Sunlake's residents succeeded in having speed humps installed, but those just shook more dust from the trucks.

Now, Centex Homes is planning a development of 859 houses north of Sunlake that would dramatically multiply the boulevard's traffic. In Pasco County, thousands more houses and apartments are expected, plus a major shopping mecca. That traffic, too, is aimed at Sunlake.

Building a detour moves the traffic away. It will pass to the west of the Sunlake Park neighborhood, skirting Amelia Circle, where Janett Tetrick lives. She was among 80 or more people who attended Tuesday's meeting at the Lutz Community Center.

"You've got 24 homes that are going to be impacted by all that extra traffic that's going to coming down there," she complained.

The county's answer: You will be shielded by many feet of berms and landscaping, which Sunlake doesn't have.

Other neighbors worried about forcing the traffic to turn on to Lutz-Lake Fern Road, instead of crossing it at Sunlake. In the morning rush hour, Lutz-Lake Fern backs up for miles west of Sunlake.

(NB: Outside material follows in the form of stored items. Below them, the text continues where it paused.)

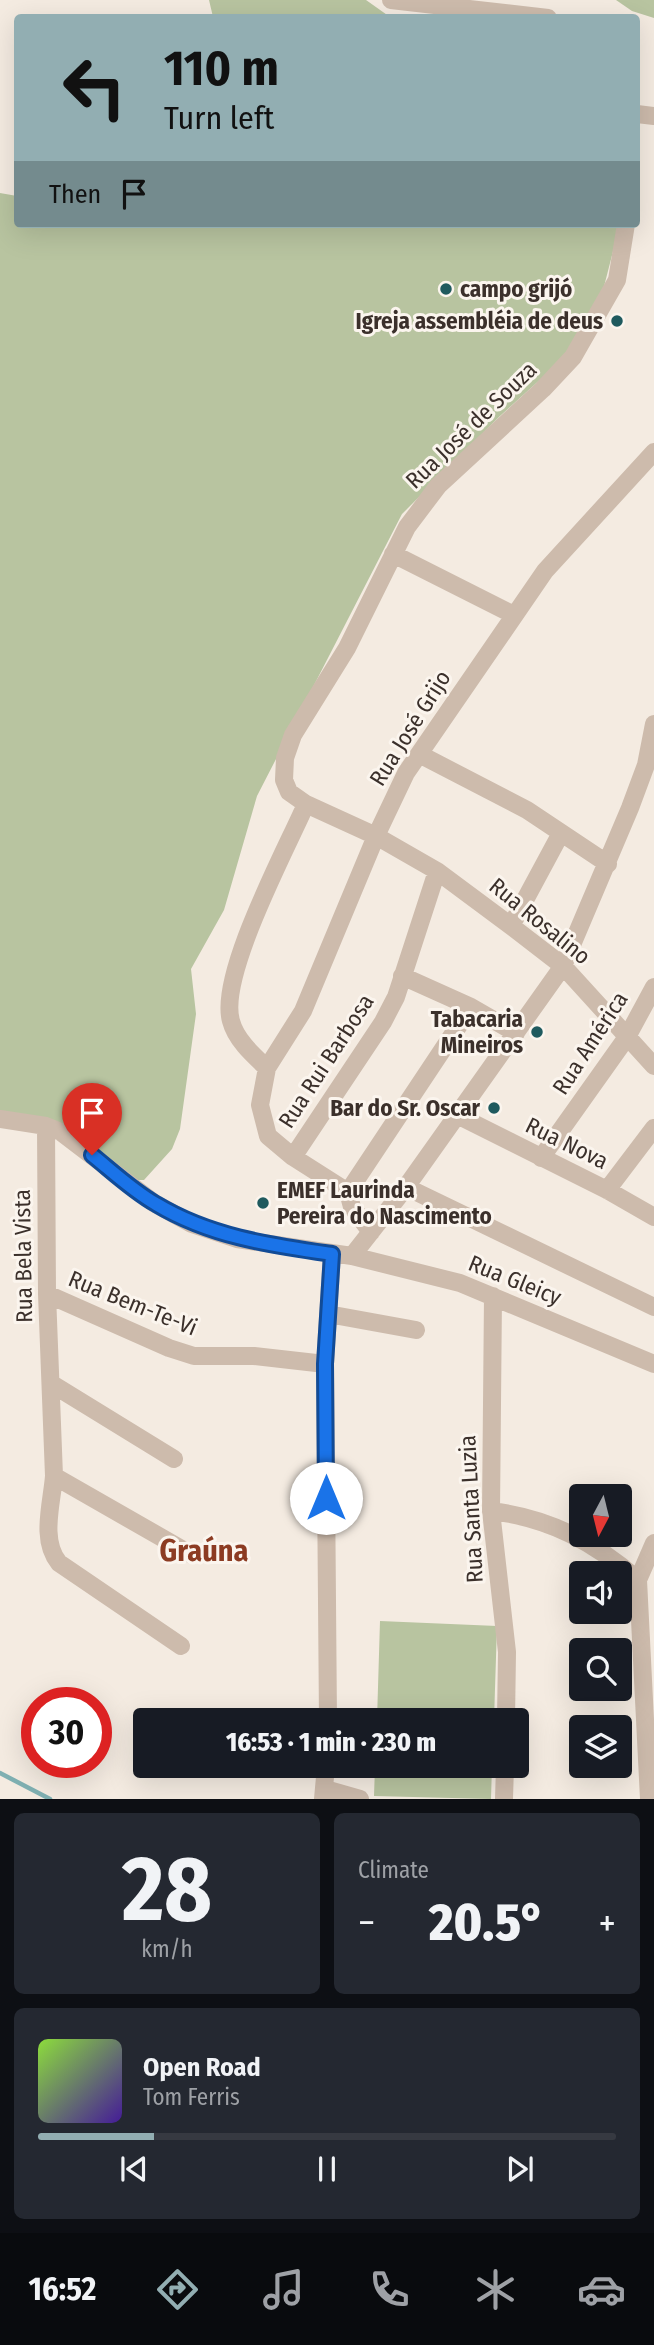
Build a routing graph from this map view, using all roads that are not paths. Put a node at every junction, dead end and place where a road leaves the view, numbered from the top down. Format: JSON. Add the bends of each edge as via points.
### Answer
{"nodes":[{"id":1,"x":391,"y":0,"type":"edge"},
{"id":2,"x":513,"y":14,"type":"edge"},
{"id":3,"x":625,"y":228,"type":"edge"},
{"id":4,"x":654,"y":452,"type":"edge"},
{"id":5,"x":393,"y":554,"type":"junction"},
{"id":6,"x":514,"y":615,"type":"junction"},
{"id":7,"x":654,"y":724,"type":"edge"},
{"id":8,"x":419,"y":754,"type":"junction"},
{"id":9,"x":650,"y":765,"type":"edge"},
{"id":10,"x":306,"y":804,"type":"junction"},
{"id":11,"x":561,"y":833,"type":"junction"},
{"id":12,"x":376,"y":836,"type":"junction"},
{"id":13,"x":608,"y":864,"type":"junction"},
{"id":14,"x":437,"y":871,"type":"junction"},
{"id":15,"x":511,"y":926,"type":"junction"},
{"id":16,"x":563,"y":966,"type":"junction"},
{"id":17,"x":402,"y":976,"type":"junction"},
{"id":18,"x":654,"y":988,"type":"edge"},
{"id":19,"x":471,"y":1007,"type":"junction"},
{"id":20,"x":516,"y":1033,"type":"junction"},
{"id":21,"x":627,"y":1037,"type":"junction"},
{"id":22,"x":654,"y":1066,"type":"edge"},
{"id":23,"x":267,"y":1068,"type":"junction"},
{"id":24,"x":457,"y":1115,"type":"junction"},
{"id":25,"x":0,"y":1119,"type":"edge"},
{"id":26,"x":46,"y":1126,"type":"junction"},
{"id":27,"x":654,"y":1128,"type":"edge"},
{"id":28,"x":293,"y":1157,"type":"junction"},
{"id":29,"x":541,"y":1158,"type":"junction"},
{"id":30,"x":406,"y":1187,"type":"junction"},
{"id":31,"x":607,"y":1190,"type":"junction"},
{"id":32,"x":348,"y":1192,"type":"junction"},
{"id":33,"x":654,"y":1217,"type":"edge"},
{"id":34,"x":371,"y":1231,"type":"junction"},
{"id":35,"x":332,"y":1254,"type":"junction"},
{"id":36,"x":352,"y":1256,"type":"junction"},
{"id":37,"x":47,"y":1294,"type":"junction"},
{"id":38,"x":493,"y":1296,"type":"junction"},
{"id":39,"x":654,"y":1307,"type":"edge"},
{"id":40,"x":328,"y":1314,"type":"junction"},
{"id":41,"x":416,"y":1330,"type":"dead end"},
{"id":42,"x":325,"y":1364,"type":"junction"},
{"id":43,"x":654,"y":1364,"type":"edge"},
{"id":44,"x":52,"y":1384,"type":"junction"},
{"id":45,"x":174,"y":1459,"type":"dead end"},
{"id":46,"x":54,"y":1476,"type":"junction"},
{"id":47,"x":491,"y":1511,"type":"junction"},
{"id":48,"x":654,"y":1543,"type":"edge"},
{"id":49,"x":192,"y":1555,"type":"dead end"},
{"id":50,"x":638,"y":1580,"type":"junction"},
{"id":51,"x":647,"y":1607,"type":"edge"},
{"id":52,"x":181,"y":1646,"type":"dead end"},
{"id":53,"x":328,"y":1708,"type":"edge"},
{"id":54,"x":506,"y":1708,"type":"edge"},
{"id":55,"x":505,"y":1778,"type":"edge"},
{"id":56,"x":324,"y":1794,"type":"edge"},
{"id":57,"x":360,"y":1799,"type":"edge"},
{"id":58,"x":504,"y":1799,"type":"edge"},
{"id":59,"x":649,"y":1799,"type":"edge"}],
"edges":[{"from":1,"to":2,"type":"street"},
{"from":3,"to":5,"type":"street","name":"Rua José de Souza","via":[[617,280],[573,357],[438,486]]},
{"from":4,"to":6,"type":"street","name":"Rua José Grijo","via":[[559,553]]},
{"from":5,"to":6,"type":"street"},
{"from":5,"to":10,"type":"street","name":"Rua José de Souza","via":[[347,648],[293,734],[284,780],[289,792]]},
{"from":6,"to":8,"type":"street","name":"Rua José Grijo"},
{"from":7,"to":9,"type":"street"},
{"from":8,"to":11,"type":"street","via":[[493,790]]},
{"from":8,"to":12,"type":"street","name":"Rua José Grijo"},
{"from":9,"to":13,"type":"street"},
{"from":10,"to":12,"type":"street","name":"Rua José de Souza"},
{"from":10,"to":23,"type":"street","via":[[236,966],[229,1003],[235,1033]]},
{"from":11,"to":13,"type":"street"},
{"from":11,"to":15,"type":"street"},
{"from":12,"to":14,"type":"street","name":"Rua Rosalino"},
{"from":12,"to":23,"type":"street","name":"Rua José Grijo","via":[[303,1011]]},
{"from":13,"to":16,"type":"street"},
{"from":14,"to":15,"type":"street","name":"Rua Rosalino"},
{"from":14,"to":17,"type":"street","name":"Rua Rui Barbosa"},
{"from":15,"to":16,"type":"street","name":"Rua Rosalino"},
{"from":16,"to":20,"type":"street"},
{"from":16,"to":21,"type":"street","name":"Rua Rosalino"},
{"from":17,"to":19,"type":"street"},
{"from":17,"to":28,"type":"street","name":"Rua Rui Barbosa","via":[[383,1022]]},
{"from":18,"to":21,"type":"street","name":"Rua América"},
{"from":19,"to":20,"type":"street"},
{"from":19,"to":32,"type":"street"},
{"from":20,"to":24,"type":"street"},
{"from":21,"to":22,"type":"street","name":"Rua Rosalino"},
{"from":21,"to":29,"type":"street","name":"Rua América"},
{"from":23,"to":28,"type":"street","via":[[261,1087],[262,1121],[268,1136]]},
{"from":24,"to":29,"type":"street","name":"Rua Nova"},
{"from":24,"to":30,"type":"street"},
{"from":25,"to":26,"type":"street"},
{"from":26,"to":35,"type":"street","name":"Rua Gleicy","via":[[71,1139],[154,1203],[192,1224],[237,1239]]},
{"from":26,"to":37,"type":"street","name":"Rua Bela Vista"},
{"from":27,"to":31,"type":"street"},
{"from":28,"to":32,"type":"street"},
{"from":29,"to":31,"type":"street","name":"Rua Nova"},
{"from":30,"to":34,"type":"street"},
{"from":30,"to":39,"type":"street"},
{"from":31,"to":33,"type":"street","name":"Rua Nova"},
{"from":32,"to":34,"type":"street","via":[[352,1207]]},
{"from":34,"to":36,"type":"street"},
{"from":35,"to":36,"type":"street","name":"Rua Gleicy"},
{"from":35,"to":40,"type":"street"},
{"from":36,"to":38,"type":"street","name":"Rua Gleicy","via":[[448,1279]]},
{"from":37,"to":42,"type":"street","name":"Rua Bem-Te-Vi","via":[[194,1356],[254,1356]]},
{"from":37,"to":44,"type":"street","name":"Rua Bela Vista"},
{"from":38,"to":43,"type":"street","name":"Rua Gleicy"},
{"from":38,"to":47,"type":"street","name":"Rua Santa Luzia"},
{"from":40,"to":41,"type":"street"},
{"from":40,"to":42,"type":"street"},
{"from":42,"to":53,"type":"street"},
{"from":44,"to":45,"type":"street"},
{"from":44,"to":46,"type":"street","name":"Rua Bela Vista"},
{"from":46,"to":49,"type":"street"},
{"from":46,"to":52,"type":"street","name":"Rua Bela Vista","via":[[48,1535],[52,1555]]},
{"from":47,"to":50,"type":"street","via":[[547,1522],[583,1538]]},
{"from":47,"to":54,"type":"street","name":"Rua Santa Luzia","via":[[507,1652]]},
{"from":48,"to":50,"type":"street"},
{"from":50,"to":51,"type":"street"},
{"from":51,"to":59,"type":"street"},
{"from":55,"to":58,"type":"street"},
{"from":56,"to":57,"type":"street"}]}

The county's answer: A right-turn lane, to be completed before September, should ease the backups at Lutz-Lake Fern and Sunlake. A traffic light, to be installed before January, should help more. But long-term, the detour road needs to continue across Lutz-Lake Fern and Dale Mabry, all the way to Van Dyke Road.

"You kind of have to get started in one step," said Tom Thomson, the county's chief traffic planner. "You get a little bit of it in place, and move on to the next step."